Brachial artery injury should be approached with an open surgical incision in nearly all cases. While isolated reports of catheter-based treatment of this injury pattern exist, the brachial artery’s superficial and accessible position in the upper extremity and its relatively small size make it most amenable to open repair. To expose and operate on the brachial artery, the patient should be placed supine on the operating table with the arm extended out onto an arm table. To facilitate concurrent management of the humerus fracture, it is often useful to have a radiolucent arm board and mobile fluoroscopy.


The axilla should be shaved and the hand and fingers included in the surgical scrub so that they are accessible to examine during and after revascularization. The brachial artery should be approached through a median incision in the upper arm in the crease between the biceps and triceps muscle groups. The incision should be positioned proximal enough to allow exposure and control of the brachial artery, which can include extending the exposure proximal into the axilla through an S-shaped incision if needed.

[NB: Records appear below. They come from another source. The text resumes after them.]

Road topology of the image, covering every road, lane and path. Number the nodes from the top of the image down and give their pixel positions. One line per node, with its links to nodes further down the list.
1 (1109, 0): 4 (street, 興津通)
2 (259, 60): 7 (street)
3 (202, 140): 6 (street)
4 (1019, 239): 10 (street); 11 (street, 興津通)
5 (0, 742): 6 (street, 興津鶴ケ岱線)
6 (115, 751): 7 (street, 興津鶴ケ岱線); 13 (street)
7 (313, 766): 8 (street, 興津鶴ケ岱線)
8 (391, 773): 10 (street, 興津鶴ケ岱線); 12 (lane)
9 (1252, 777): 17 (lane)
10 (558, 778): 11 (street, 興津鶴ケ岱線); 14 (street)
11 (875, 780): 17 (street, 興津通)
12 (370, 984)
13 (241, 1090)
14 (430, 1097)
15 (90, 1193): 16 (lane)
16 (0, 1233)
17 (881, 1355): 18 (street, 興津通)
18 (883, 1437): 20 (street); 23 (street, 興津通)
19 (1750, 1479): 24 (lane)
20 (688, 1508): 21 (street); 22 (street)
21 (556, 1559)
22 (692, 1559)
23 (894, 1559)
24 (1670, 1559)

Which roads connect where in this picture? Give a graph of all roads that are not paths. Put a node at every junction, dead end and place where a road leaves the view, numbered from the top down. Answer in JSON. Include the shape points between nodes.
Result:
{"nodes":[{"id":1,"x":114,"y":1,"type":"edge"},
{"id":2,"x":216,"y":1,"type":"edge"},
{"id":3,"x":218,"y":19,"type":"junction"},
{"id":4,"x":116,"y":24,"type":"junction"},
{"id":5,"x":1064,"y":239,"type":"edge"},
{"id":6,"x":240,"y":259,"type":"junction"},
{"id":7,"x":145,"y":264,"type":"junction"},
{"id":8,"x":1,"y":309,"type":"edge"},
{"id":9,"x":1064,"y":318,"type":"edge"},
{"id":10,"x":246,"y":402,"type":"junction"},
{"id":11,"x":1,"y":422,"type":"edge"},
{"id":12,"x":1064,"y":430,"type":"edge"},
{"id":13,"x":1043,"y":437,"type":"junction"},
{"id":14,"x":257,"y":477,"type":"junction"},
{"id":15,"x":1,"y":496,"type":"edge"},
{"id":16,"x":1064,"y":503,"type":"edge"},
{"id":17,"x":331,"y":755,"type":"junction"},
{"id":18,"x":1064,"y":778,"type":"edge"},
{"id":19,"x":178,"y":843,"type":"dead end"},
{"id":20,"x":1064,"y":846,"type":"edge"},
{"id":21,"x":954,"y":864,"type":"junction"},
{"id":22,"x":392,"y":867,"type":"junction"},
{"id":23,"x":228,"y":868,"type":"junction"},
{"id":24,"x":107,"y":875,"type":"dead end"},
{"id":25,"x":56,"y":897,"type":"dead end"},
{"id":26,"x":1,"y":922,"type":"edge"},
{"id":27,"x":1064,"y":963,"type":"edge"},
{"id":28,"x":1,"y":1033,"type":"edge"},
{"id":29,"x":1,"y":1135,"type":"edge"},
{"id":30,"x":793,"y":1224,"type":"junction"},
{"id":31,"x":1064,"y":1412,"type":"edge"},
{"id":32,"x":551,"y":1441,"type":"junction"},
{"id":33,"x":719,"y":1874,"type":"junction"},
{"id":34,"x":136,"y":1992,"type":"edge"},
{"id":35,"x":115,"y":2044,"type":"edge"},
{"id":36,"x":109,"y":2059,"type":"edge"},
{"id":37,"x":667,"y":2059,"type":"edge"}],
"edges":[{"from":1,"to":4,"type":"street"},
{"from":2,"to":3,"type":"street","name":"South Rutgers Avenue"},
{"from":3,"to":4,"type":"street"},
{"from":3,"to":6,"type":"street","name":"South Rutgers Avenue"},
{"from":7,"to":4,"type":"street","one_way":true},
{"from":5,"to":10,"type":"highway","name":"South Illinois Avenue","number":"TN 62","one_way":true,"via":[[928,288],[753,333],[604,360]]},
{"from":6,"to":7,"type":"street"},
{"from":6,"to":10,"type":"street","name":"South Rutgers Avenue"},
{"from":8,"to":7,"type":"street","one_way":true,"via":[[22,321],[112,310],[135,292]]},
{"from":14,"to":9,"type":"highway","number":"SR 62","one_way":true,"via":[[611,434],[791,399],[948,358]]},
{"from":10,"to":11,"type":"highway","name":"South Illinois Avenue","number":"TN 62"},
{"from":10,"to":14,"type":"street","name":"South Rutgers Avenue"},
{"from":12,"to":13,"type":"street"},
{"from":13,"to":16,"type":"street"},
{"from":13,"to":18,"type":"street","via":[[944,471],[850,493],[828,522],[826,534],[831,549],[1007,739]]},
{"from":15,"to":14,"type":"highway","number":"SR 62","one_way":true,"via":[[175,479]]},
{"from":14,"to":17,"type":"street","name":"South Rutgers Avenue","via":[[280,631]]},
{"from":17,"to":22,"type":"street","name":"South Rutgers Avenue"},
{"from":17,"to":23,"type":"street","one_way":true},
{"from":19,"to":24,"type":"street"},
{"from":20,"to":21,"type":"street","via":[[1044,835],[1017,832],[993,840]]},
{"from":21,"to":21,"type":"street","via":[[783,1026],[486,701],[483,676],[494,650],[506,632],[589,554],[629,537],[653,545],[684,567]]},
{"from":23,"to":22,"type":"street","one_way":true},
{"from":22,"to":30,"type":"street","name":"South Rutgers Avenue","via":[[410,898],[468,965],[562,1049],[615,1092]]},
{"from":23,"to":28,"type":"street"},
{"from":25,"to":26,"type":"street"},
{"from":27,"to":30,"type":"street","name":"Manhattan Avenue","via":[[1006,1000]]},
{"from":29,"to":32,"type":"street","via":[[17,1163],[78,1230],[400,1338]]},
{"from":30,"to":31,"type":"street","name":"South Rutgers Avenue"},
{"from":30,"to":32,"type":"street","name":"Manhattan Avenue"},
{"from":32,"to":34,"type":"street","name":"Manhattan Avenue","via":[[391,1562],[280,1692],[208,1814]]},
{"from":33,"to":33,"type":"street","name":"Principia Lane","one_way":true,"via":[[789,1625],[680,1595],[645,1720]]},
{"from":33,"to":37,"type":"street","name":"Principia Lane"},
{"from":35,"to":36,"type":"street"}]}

The brachial artery rests in the groove between the biceps and triceps muscle groups and is adjacent and often crossed by one or more brachial veins. From its proximal segment, the brachial artery gives rise to a deep arterial branch referred to as the profunda brachii. Depending on its size, this artery can provide a significant amount of perfusion to the distal upper extremity assuming it or its collateral branches have not been injured with the fracture. In some instances in which the extent of the profunda brachii is preserved, ligation of the main brachial artery distal to the profunda origin is well tolerated. If this approach is considered, it will be necessary to monitor distal perfusion in the intra- and perioperative period to assure that the deep brachial artery is sufficient to avoid adverse effects of ischemia.


The median nerve courses adjacent to the brachial artery and veins through most of the upper arm, and some have referred to this relatively fixed compartment as the axillary and brachial sheath. Once the area of brachial artery injury is exposed, proximal and control of the vessel with loops or small vascular clamps should be obtained. The zone of brachial artery injury should be dissected free of surrounding structures and the extent of injury determined. Depending on the severity of injury, vascular repair will require primary closure, patch angioplasty, or interposition grafting. Because of its relatively small and elastic nature, most significant brachial artery repairs will require removal of the injured segment and restoration of flow using an interposition graft.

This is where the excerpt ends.